No Shinkei Geka. 1990 Apr;18(4):379-83.
We report two cases of asymptomatic occlusion of the main trunk of the cerebral artery associated with subcortical hemorrhage in the area fed by collateral circulation. The first patient, a 51-year-old female who had suffered from untreated hypertension for 20 years, was hospitalized in a state of coma. Computed tomography (CT) revealed a subcortical hemorrhage in the right parietal lobe as well as subdural and subarachnoid hemorrhages. Cerebral angiography disclosed occlusion of the right internal carotid artery at its origin. The region normally supplied by the right anterior (ACA) and middle cerebral (MCA) arteries was supplied instead by the posterior cerebral artery via leptomeningeal anastomosis. The hematoma was removed and the patient was discharged 1 month later. The second patient was a 54-year-old female who had suffered from uncontrollable hypertension for 27 years and was hospitalized after sudden development of stupor, right hemiparesis and motor aphasia.

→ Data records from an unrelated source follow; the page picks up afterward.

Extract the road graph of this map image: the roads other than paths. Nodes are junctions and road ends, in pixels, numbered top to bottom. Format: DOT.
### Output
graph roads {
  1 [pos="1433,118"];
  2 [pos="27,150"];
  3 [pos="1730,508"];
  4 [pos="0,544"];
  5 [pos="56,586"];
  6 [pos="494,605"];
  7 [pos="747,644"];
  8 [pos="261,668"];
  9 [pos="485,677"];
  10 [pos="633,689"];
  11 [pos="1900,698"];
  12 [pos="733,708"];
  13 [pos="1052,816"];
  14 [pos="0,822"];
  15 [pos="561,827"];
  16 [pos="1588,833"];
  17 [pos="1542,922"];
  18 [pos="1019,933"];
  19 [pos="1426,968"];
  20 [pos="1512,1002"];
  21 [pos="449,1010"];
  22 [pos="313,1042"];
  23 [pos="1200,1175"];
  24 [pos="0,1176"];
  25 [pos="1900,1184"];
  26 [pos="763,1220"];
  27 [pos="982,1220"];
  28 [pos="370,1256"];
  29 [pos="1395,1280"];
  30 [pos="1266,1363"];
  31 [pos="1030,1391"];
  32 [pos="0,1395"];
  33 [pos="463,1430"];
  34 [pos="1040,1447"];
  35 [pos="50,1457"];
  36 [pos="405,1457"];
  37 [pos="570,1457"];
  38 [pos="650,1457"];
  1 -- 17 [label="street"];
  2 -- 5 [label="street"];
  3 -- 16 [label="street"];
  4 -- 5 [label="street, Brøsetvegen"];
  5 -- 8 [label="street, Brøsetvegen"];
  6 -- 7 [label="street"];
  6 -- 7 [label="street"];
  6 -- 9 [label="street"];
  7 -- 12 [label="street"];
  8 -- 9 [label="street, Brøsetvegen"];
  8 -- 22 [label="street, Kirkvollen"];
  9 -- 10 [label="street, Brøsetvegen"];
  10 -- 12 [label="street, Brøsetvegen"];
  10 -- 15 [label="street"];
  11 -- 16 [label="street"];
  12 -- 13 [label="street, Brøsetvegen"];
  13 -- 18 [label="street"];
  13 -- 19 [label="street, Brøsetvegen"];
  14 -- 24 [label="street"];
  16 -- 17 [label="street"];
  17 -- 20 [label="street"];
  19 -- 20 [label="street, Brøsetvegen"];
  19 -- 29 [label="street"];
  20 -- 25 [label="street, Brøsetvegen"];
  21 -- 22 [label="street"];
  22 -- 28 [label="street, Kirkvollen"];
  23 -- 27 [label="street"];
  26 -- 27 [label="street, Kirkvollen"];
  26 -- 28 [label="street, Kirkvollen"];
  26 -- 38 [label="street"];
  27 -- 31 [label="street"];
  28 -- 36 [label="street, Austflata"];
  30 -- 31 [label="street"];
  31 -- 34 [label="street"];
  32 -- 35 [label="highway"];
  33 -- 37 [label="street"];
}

CT demonstrated a subcortical hemorrhage in the left parietal lobe. Cerebral angiography disclosed occlusion of the left MCA at its origin. The area normally fed by the left MCA was supplied instead by the ACA by way of leptomeningeal anastomosis. One month after operation the patient was transferred to another hospital for rehabilitation of right hemiparesis. Both of these middle-aged women had long-standing hypertension. The hemorrhages were thought to result from rupture of the leptomeningeal anastomosis, which had developed as collateral vessels. It is probable that the relatively weak leptomeningeal anastomosis could no longer withstand the increased blood flow brought on by the hypertension.